Problem description
Every line that contains the word "South" is to be copied from the listing.

════

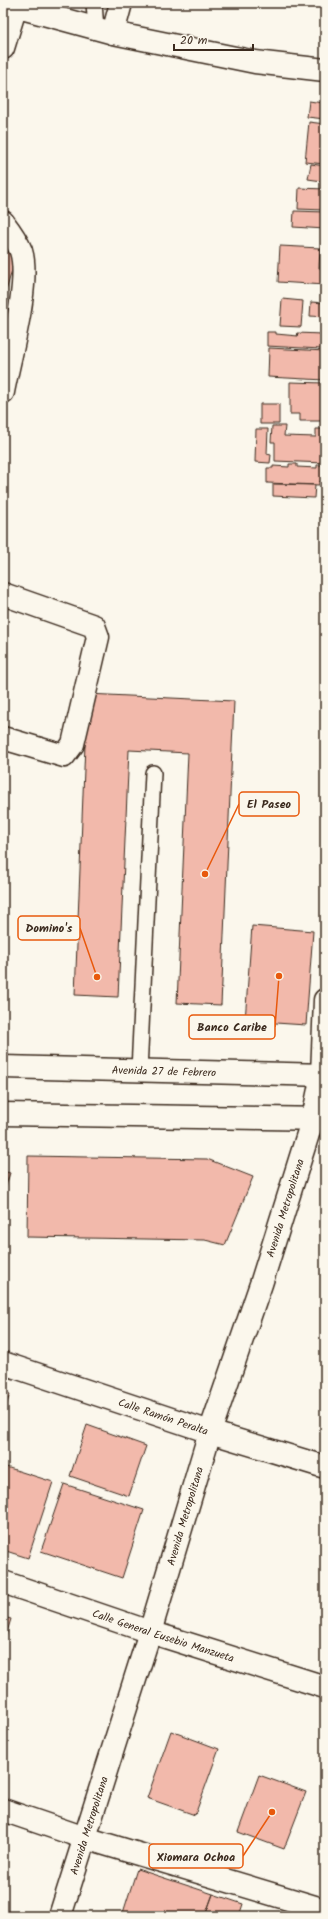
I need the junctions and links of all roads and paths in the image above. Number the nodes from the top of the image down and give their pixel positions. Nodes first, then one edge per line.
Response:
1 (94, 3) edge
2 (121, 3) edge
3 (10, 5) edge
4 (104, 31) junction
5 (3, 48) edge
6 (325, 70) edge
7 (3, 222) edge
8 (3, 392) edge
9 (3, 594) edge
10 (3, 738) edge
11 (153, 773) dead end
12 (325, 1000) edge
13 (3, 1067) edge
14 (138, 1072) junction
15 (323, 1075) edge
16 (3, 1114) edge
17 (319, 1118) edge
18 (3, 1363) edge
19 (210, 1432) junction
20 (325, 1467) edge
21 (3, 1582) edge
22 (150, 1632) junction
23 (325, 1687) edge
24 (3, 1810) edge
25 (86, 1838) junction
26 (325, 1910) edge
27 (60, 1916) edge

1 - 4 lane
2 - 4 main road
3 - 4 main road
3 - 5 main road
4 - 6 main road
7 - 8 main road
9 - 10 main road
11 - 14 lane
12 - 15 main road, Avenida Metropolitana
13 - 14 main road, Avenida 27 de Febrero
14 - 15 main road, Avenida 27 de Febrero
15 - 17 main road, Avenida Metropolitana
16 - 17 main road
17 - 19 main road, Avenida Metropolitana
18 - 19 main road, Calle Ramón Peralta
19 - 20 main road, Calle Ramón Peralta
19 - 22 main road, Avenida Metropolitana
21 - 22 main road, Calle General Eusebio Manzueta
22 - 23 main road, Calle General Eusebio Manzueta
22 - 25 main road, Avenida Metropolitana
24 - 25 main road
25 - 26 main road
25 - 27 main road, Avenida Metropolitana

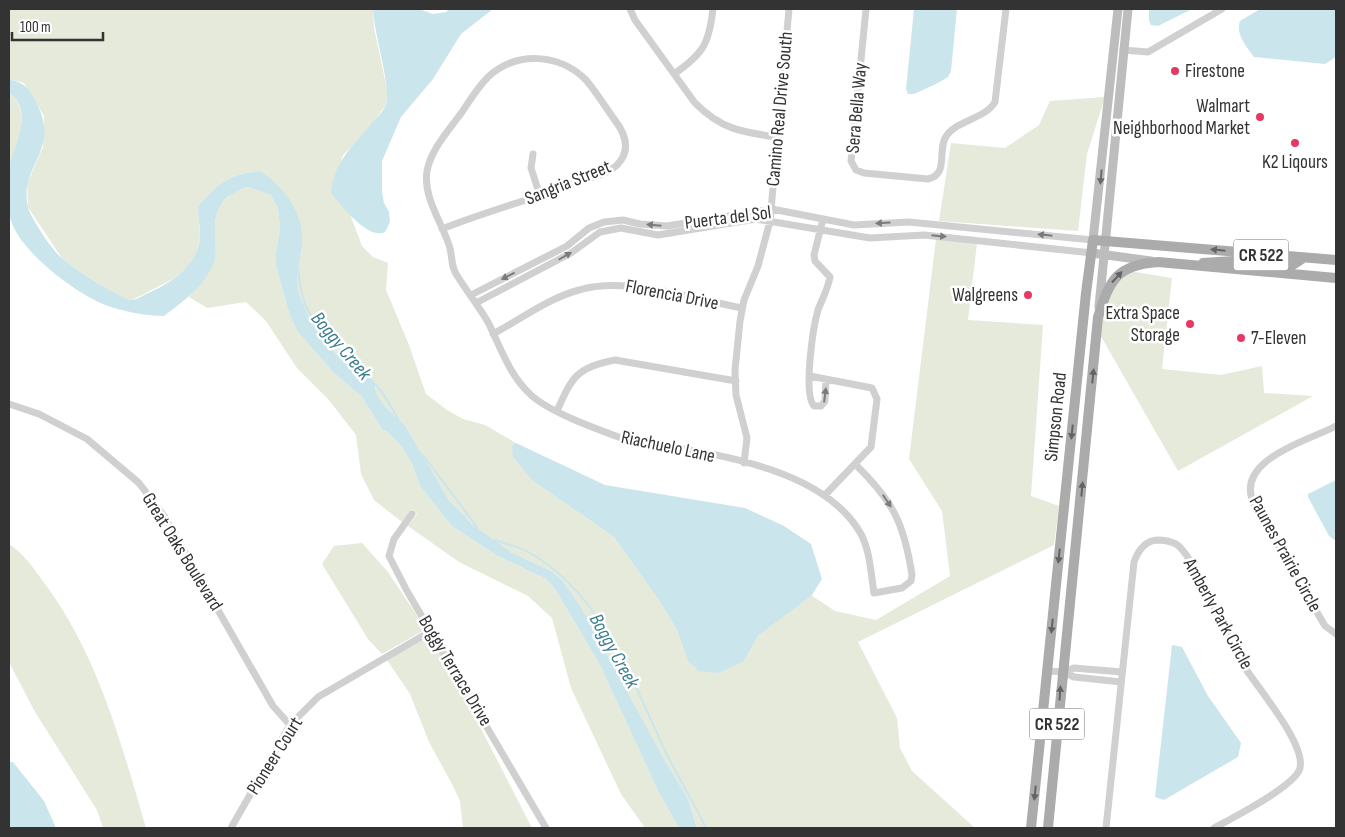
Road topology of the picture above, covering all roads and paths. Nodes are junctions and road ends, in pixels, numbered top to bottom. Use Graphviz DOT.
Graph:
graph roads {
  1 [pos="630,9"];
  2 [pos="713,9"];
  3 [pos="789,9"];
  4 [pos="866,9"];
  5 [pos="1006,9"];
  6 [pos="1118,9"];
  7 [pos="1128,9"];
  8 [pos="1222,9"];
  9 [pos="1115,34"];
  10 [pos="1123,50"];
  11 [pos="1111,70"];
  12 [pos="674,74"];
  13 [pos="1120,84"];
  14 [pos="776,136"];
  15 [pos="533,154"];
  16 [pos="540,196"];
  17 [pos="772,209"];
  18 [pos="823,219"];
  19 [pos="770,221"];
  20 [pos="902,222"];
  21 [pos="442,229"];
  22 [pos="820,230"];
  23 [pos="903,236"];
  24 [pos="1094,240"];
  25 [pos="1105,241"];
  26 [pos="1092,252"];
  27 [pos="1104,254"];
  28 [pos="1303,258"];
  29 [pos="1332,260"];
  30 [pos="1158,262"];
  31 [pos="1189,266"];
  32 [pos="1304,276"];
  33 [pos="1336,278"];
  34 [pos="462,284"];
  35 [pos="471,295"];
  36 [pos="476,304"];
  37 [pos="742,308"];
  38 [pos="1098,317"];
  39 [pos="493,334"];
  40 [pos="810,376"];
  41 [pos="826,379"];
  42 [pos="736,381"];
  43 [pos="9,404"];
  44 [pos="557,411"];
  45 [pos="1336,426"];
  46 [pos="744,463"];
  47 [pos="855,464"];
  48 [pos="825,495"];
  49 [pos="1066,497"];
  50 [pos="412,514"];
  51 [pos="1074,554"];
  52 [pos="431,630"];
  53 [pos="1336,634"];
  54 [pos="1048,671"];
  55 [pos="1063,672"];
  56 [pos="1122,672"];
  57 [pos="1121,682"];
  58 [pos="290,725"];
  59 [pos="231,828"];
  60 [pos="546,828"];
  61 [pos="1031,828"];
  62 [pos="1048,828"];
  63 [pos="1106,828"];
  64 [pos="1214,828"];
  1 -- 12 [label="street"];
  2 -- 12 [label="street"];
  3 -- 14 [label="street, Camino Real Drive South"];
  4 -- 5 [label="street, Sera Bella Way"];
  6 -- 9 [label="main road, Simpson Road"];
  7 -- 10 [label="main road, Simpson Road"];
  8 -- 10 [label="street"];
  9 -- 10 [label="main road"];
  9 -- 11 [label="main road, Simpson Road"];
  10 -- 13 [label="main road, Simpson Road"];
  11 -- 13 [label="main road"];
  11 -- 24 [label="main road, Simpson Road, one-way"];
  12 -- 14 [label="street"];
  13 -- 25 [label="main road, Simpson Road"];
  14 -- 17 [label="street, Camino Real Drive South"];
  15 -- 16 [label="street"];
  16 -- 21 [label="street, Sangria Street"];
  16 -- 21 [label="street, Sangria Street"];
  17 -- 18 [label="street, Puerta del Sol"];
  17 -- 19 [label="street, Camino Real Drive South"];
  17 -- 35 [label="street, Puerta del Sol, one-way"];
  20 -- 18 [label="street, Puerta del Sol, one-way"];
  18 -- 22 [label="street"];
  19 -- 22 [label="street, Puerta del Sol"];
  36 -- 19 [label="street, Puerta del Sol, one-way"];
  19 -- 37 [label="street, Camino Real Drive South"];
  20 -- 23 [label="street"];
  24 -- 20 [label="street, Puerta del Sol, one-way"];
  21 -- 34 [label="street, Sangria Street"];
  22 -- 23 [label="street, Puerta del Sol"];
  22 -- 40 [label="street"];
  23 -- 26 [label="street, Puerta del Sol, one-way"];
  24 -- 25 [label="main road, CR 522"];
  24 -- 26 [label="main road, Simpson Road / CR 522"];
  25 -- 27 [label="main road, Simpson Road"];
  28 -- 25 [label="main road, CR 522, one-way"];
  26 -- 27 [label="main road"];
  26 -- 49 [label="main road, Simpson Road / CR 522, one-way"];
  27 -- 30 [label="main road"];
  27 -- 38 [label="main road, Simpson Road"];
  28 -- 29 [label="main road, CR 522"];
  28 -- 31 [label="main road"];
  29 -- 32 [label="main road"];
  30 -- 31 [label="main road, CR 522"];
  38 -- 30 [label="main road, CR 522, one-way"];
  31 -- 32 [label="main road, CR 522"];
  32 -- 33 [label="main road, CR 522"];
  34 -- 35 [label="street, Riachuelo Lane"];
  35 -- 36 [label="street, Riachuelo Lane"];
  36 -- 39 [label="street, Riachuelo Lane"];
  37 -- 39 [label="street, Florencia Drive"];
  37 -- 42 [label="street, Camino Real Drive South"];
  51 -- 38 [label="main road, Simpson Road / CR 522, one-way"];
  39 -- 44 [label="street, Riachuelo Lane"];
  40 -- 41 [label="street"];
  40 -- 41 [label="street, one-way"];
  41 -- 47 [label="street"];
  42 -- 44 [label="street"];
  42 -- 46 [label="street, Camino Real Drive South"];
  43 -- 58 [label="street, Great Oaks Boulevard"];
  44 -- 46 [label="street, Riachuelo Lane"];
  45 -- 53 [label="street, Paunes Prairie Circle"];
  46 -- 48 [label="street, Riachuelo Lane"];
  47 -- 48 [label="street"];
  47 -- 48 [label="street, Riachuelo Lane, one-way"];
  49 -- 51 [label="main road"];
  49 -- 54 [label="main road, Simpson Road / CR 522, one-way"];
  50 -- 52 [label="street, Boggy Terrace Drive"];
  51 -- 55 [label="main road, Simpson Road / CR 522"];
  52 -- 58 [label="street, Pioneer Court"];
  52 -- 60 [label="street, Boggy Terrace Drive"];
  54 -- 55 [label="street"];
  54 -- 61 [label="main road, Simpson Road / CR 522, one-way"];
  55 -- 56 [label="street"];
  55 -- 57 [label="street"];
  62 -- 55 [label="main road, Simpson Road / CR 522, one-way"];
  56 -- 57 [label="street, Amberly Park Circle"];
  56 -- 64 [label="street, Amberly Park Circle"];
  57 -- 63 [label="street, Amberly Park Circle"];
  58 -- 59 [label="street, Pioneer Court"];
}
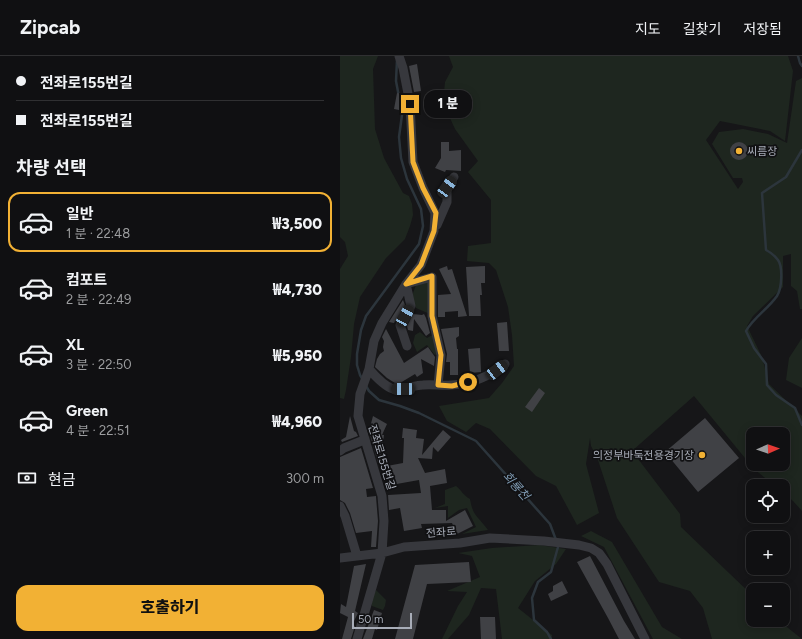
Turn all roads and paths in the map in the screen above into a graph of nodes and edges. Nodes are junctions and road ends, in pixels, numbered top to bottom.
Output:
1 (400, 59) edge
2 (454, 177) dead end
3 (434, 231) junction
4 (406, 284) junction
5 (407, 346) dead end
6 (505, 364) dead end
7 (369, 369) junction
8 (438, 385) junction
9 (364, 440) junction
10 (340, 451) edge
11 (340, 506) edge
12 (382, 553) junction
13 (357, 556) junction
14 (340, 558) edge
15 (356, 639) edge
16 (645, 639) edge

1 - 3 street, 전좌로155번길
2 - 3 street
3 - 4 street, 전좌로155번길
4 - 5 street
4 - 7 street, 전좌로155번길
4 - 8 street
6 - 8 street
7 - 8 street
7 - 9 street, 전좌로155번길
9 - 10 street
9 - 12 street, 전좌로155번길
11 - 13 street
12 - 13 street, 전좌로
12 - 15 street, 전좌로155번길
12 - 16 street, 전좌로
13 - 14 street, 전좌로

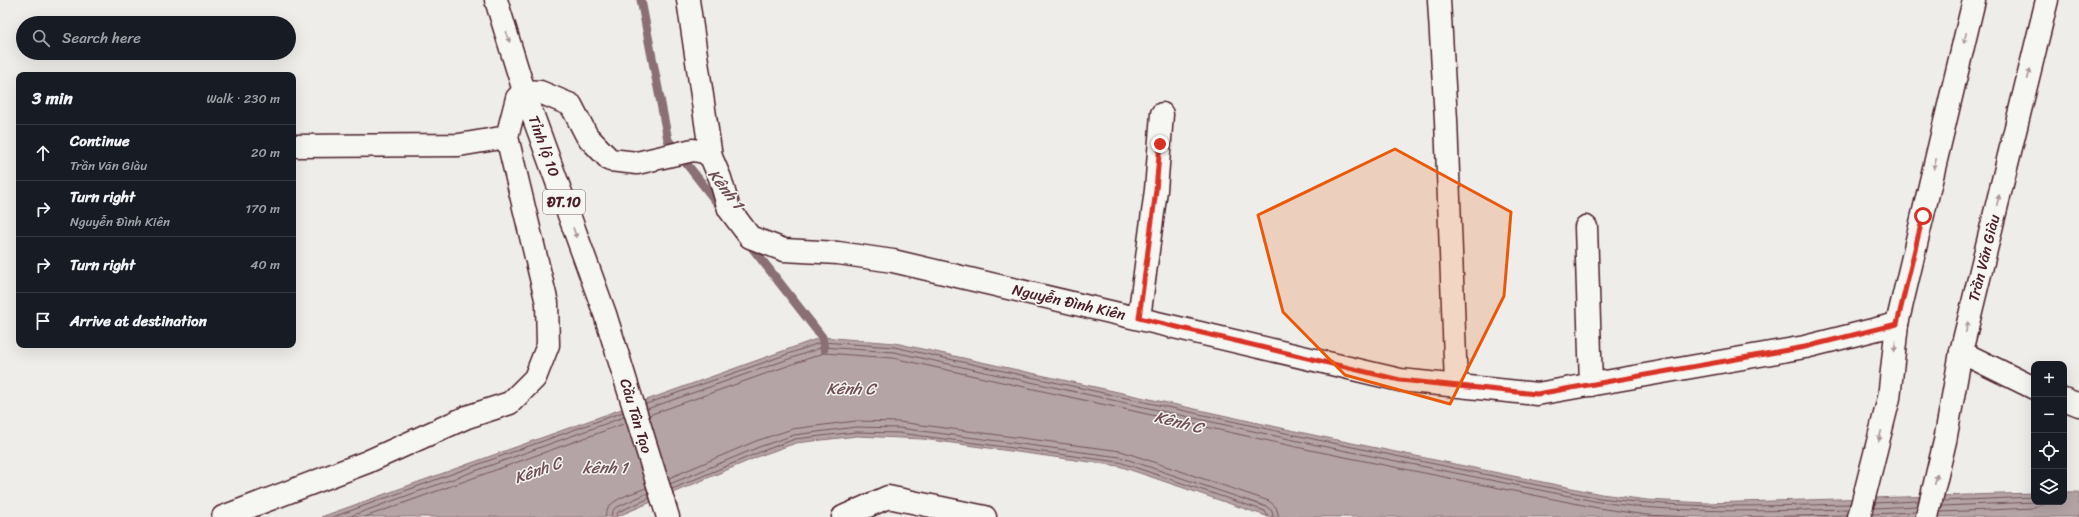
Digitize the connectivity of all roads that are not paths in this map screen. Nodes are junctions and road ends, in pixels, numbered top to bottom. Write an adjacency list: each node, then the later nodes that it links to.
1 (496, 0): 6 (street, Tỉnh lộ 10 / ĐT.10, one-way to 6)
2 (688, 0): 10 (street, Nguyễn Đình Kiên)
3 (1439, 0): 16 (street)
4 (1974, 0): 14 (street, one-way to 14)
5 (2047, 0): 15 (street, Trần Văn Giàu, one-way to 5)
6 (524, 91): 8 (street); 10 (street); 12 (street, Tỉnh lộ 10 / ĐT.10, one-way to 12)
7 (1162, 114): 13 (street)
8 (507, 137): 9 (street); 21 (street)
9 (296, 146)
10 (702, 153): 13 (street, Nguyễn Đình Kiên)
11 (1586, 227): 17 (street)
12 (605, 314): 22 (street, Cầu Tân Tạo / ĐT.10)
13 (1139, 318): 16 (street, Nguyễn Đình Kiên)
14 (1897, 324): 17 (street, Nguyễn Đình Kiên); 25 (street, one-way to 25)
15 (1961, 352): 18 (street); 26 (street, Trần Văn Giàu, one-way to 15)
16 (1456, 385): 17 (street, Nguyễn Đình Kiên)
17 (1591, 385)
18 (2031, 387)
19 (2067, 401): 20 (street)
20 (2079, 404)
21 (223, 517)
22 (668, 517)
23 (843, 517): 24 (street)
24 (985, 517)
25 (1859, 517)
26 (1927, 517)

════

Worked solution
  3 -- 14 [label="street, Camino Real Drive South"];
  14 -- 17 [label="street, Camino Real Drive South"];
  17 -- 19 [label="street, Camino Real Drive South"];
  19 -- 37 [label="street, Camino Real Drive South"];
  37 -- 42 [label="street, Camino Real Drive South"];
  42 -- 46 [label="street, Camino Real Drive South"];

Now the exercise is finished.